- Task brief
If a line in the records below holds the word "Number", copy it.
......
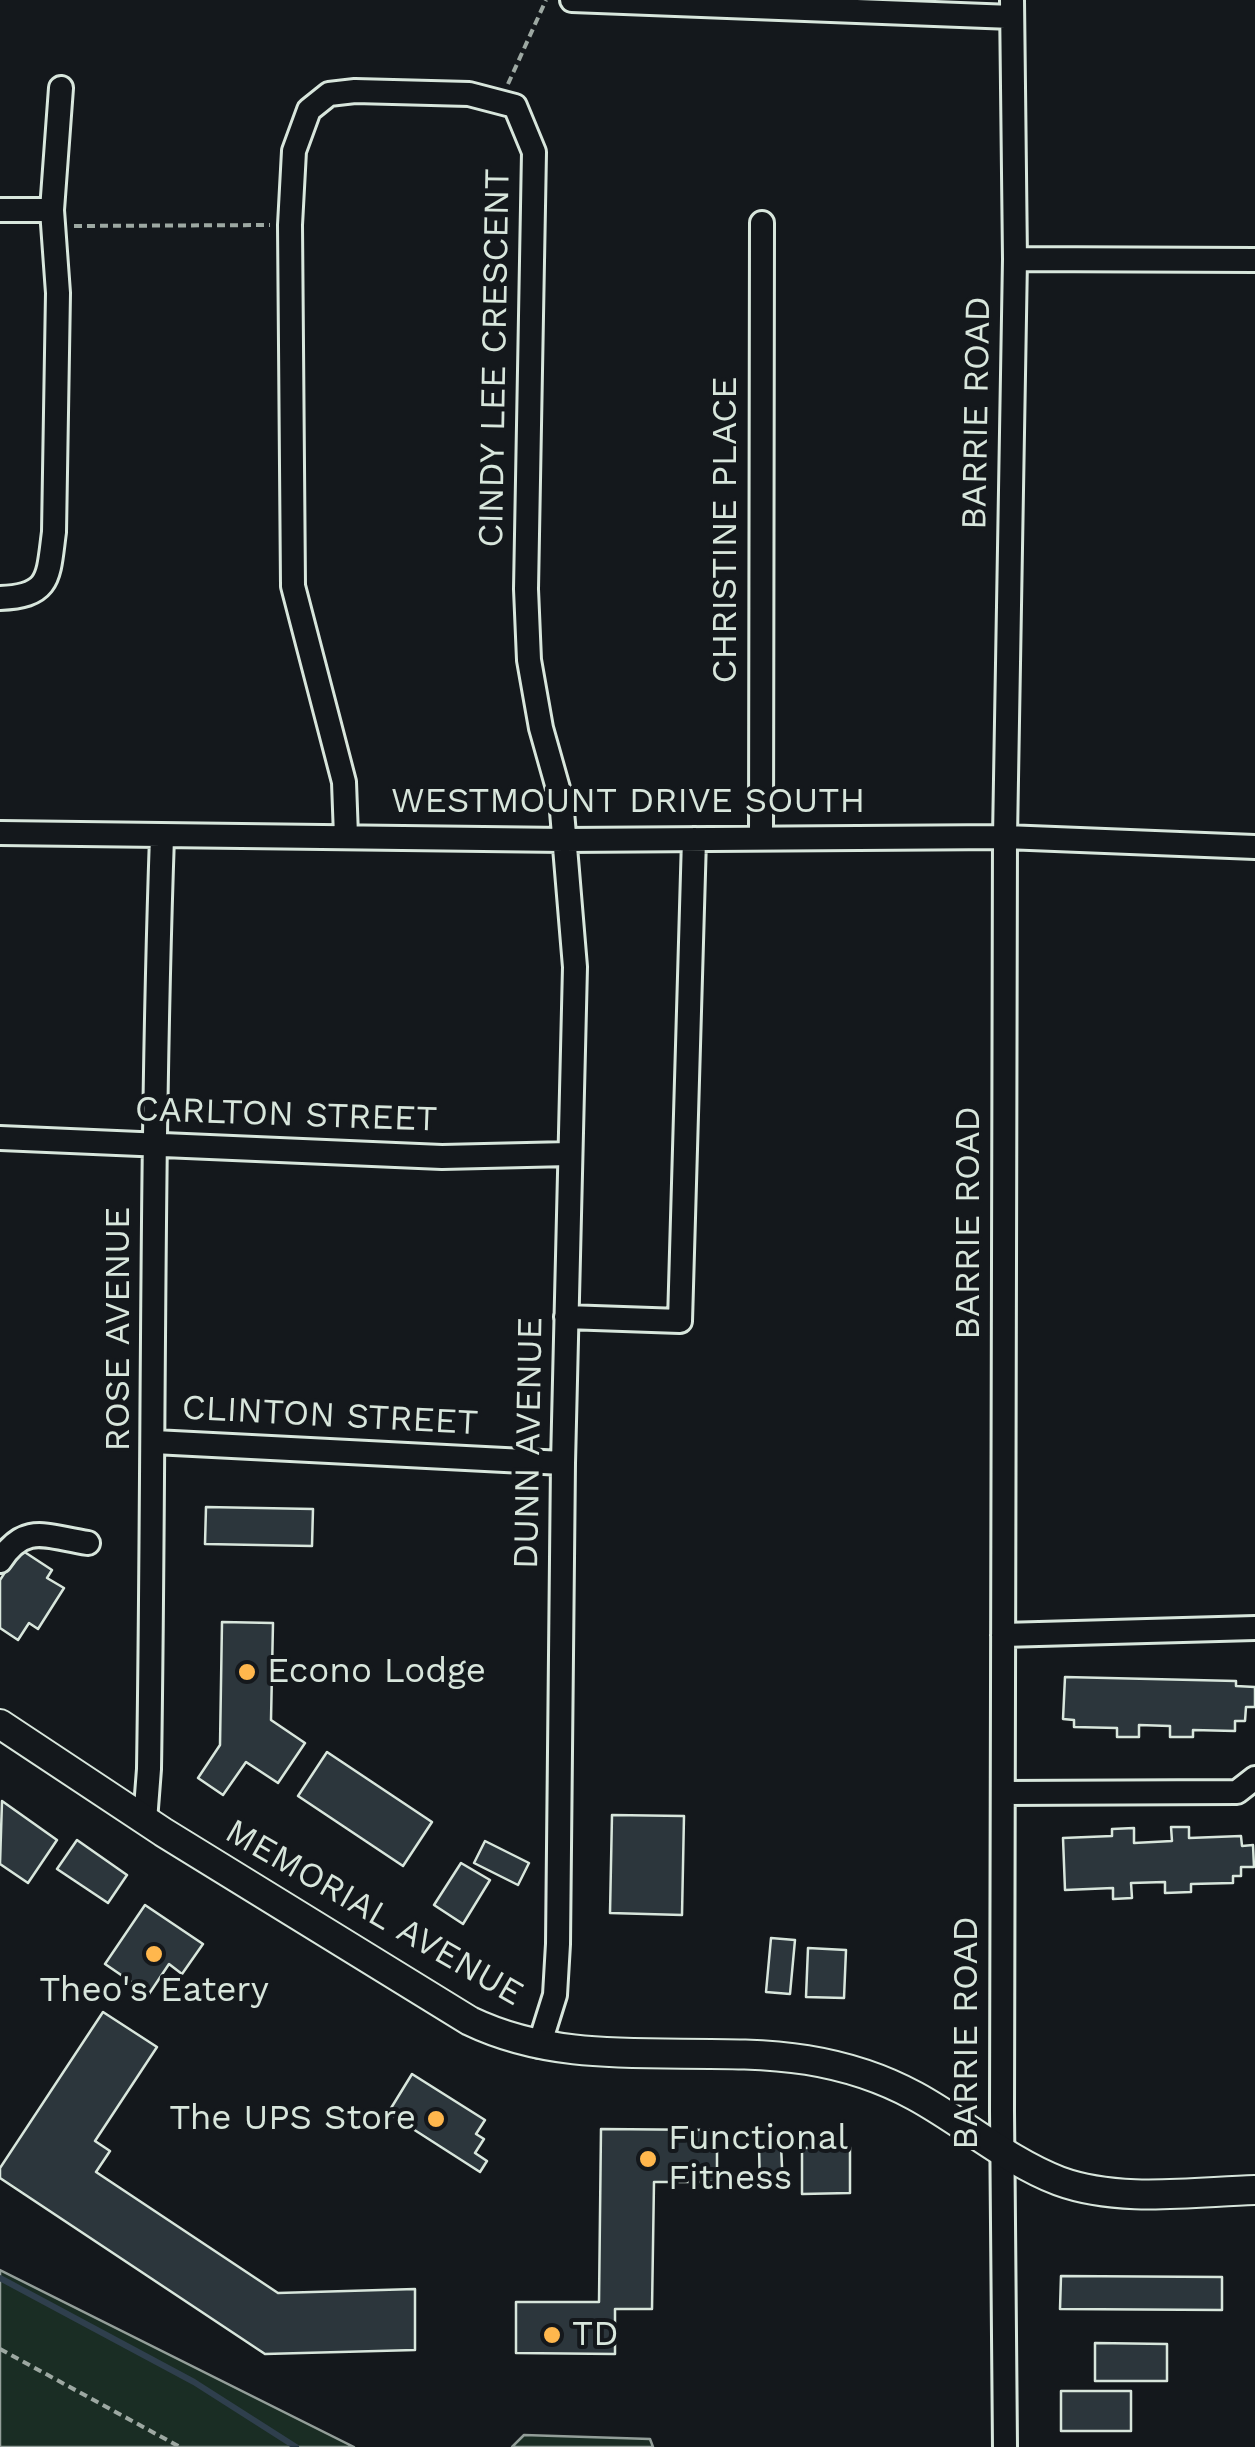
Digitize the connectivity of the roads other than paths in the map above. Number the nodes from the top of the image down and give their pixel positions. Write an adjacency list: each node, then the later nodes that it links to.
1 (572, 0): 2 (street)
2 (708, 3): 3 (street)
3 (1012, 8): 8 (street, BARRIE ROAD)
4 (61, 88): 6 (street)
5 (0, 210): 6 (street)
6 (53, 218): 10 (street)
7 (762, 222): 15 (street, CHRISTINE PLACE)
8 (1015, 259): 9 (street); 14 (street, BARRIE ROAD)
9 (1255, 260)
10 (0, 598)
11 (0, 833): 13 (street, WESTMOUNT DRIVE SOUTH)
12 (346, 836): 13 (street, WESTMOUNT DRIVE SOUTH); 17 (street, WESTMOUNT DRIVE SOUTH); 17 (street, CINDY LEE CRESCENT)
13 (162, 837): 20 (street, ROSE AVENUE)
14 (1005, 837): 15 (street, WESTMOUNT DRIVE SOUTH); 18 (street, WESTMOUNT DRIVE SOUTH); 28 (street, BARRIE ROAD)
15 (762, 838): 16 (street, WESTMOUNT DRIVE SOUTH)
16 (694, 839): 17 (street, WESTMOUNT DRIVE SOUTH); 22 (street)
17 (564, 840): 21 (street, DUNN AVENUE)
18 (1255, 848)
19 (0, 1138): 20 (street, CARLTON STREET)
20 (153, 1145): 21 (street, CARLTON STREET); 23 (street, ROSE AVENUE)
21 (569, 1154): 22 (street, DUNN AVENUE)
22 (566, 1317): 24 (street, DUNN AVENUE)
23 (154, 1442): 24 (street, CLINTON STREET); 32 (street, ROSE AVENUE)
24 (563, 1464): 33 (street, DUNN AVENUE)
25 (88, 1542): 26 (street)
26 (0, 1561)
27 (1255, 1628): 28 (street)
28 (1003, 1635): 31 (street, BARRIE ROAD)
29 (0, 1724): 32 (main road, MEMORIAL AVENUE)
30 (1249, 1792): 31 (street)
31 (1003, 1793): 34 (street, BARRIE ROAD)
32 (145, 1821): 33 (main road, MEMORIAL AVENUE)
33 (539, 2046): 34 (main road, MEMORIAL AVENUE)
34 (1002, 2150): 35 (main road, MEMORIAL AVENUE); 36 (street, BARRIE ROAD)
35 (1255, 2190)
36 (1005, 2447)

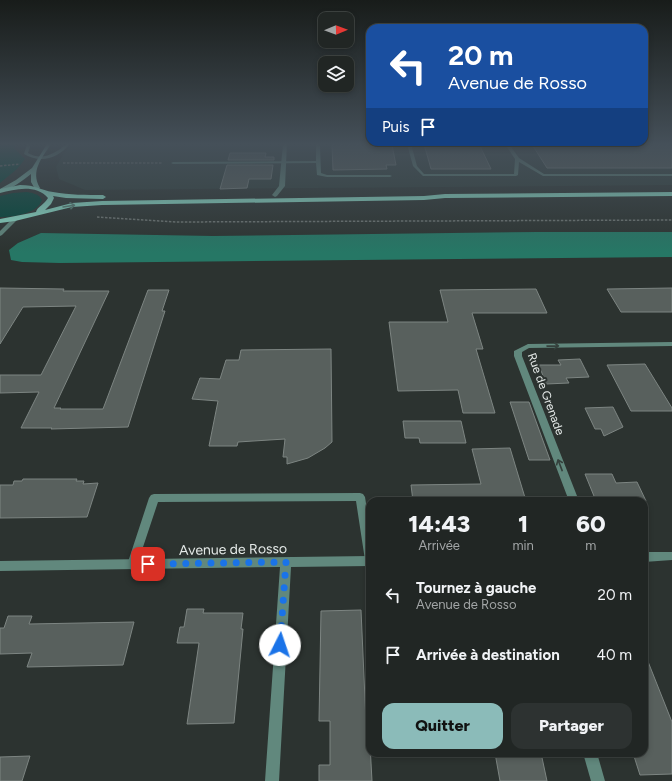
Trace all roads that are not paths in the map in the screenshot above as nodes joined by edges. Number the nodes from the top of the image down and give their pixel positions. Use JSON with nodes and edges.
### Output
{"nodes":[{"id":1,"x":19,"y":180,"type":"edge"},
{"id":2,"x":33,"y":180,"type":"edge"},
{"id":3,"x":283,"y":180,"type":"edge"},
{"id":4,"x":37,"y":188,"type":"junction"},
{"id":5,"x":1,"y":190,"type":"edge"},
{"id":6,"x":48,"y":193,"type":"junction"},
{"id":7,"x":672,"y":194,"type":"edge"},
{"id":8,"x":275,"y":195,"type":"junction"},
{"id":9,"x":445,"y":196,"type":"junction"},
{"id":10,"x":32,"y":215,"type":"junction"},
{"id":11,"x":15,"y":219,"type":"junction"},
{"id":12,"x":0,"y":221,"type":"edge"},
{"id":13,"x":0,"y":234,"type":"edge"},
{"id":14,"x":672,"y":344,"type":"edge"},
{"id":15,"x":572,"y":497,"type":"edge"},
{"id":16,"x":366,"y":535,"type":"edge"},
{"id":17,"x":672,"y":556,"type":"edge"},
{"id":18,"x":648,"y":557,"type":"edge"},
{"id":19,"x":366,"y":560,"type":"edge"},
{"id":20,"x":286,"y":562,"type":"junction"},
{"id":21,"x":132,"y":565,"type":"junction"},
{"id":22,"x":0,"y":566,"type":"edge"},
{"id":23,"x":591,"y":757,"type":"edge"},
{"id":24,"x":272,"y":781,"type":"edge"},
{"id":25,"x":598,"y":781,"type":"edge"}],
"edges":[{"from":1,"to":5,"type":"street"},
{"from":2,"to":4,"type":"street"},
{"from":3,"to":8,"type":"street"},
{"from":4,"to":5,"type":"main road"},
{"from":4,"to":6,"type":"main road"},
{"from":6,"to":8,"type":"main road"},
{"from":6,"to":10,"type":"main road"},
{"from":7,"to":9,"type":"main road"},
{"from":8,"to":9,"type":"main road"},
{"from":10,"to":9,"type":"main road","one_way":true},
{"from":10,"to":11,"type":"main road"},
{"from":11,"to":12,"type":"main road"},
{"from":11,"to":13,"type":"street"},
{"from":15,"to":14,"type":"street","name":"Rue de Grenade","one_way":true},
{"from":16,"to":21,"type":"street"},
{"from":17,"to":18,"type":"street"},
{"from":19,"to":20,"type":"street","name":"Avenue de Rosso"},
{"from":20,"to":21,"type":"street","name":"Avenue de Rosso"},
{"from":20,"to":24,"type":"street"},
{"from":21,"to":22,"type":"street","name":"Avenue de Rosso"},
{"from":23,"to":25,"type":"street"}]}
......
- Answer to the problem
Digitize the connectivity of the roads other than paths in the map above. Number the nodes from the top of the image down and give their pixel positions. Write an adjacency list: each node, then the later nodes that it links to.
Trace all roads that are not paths in the map in the screenshot above as nodes joined by edges. Number the nodes from the top of the image down and give their pixel positions. Use JSON with nodes and edges.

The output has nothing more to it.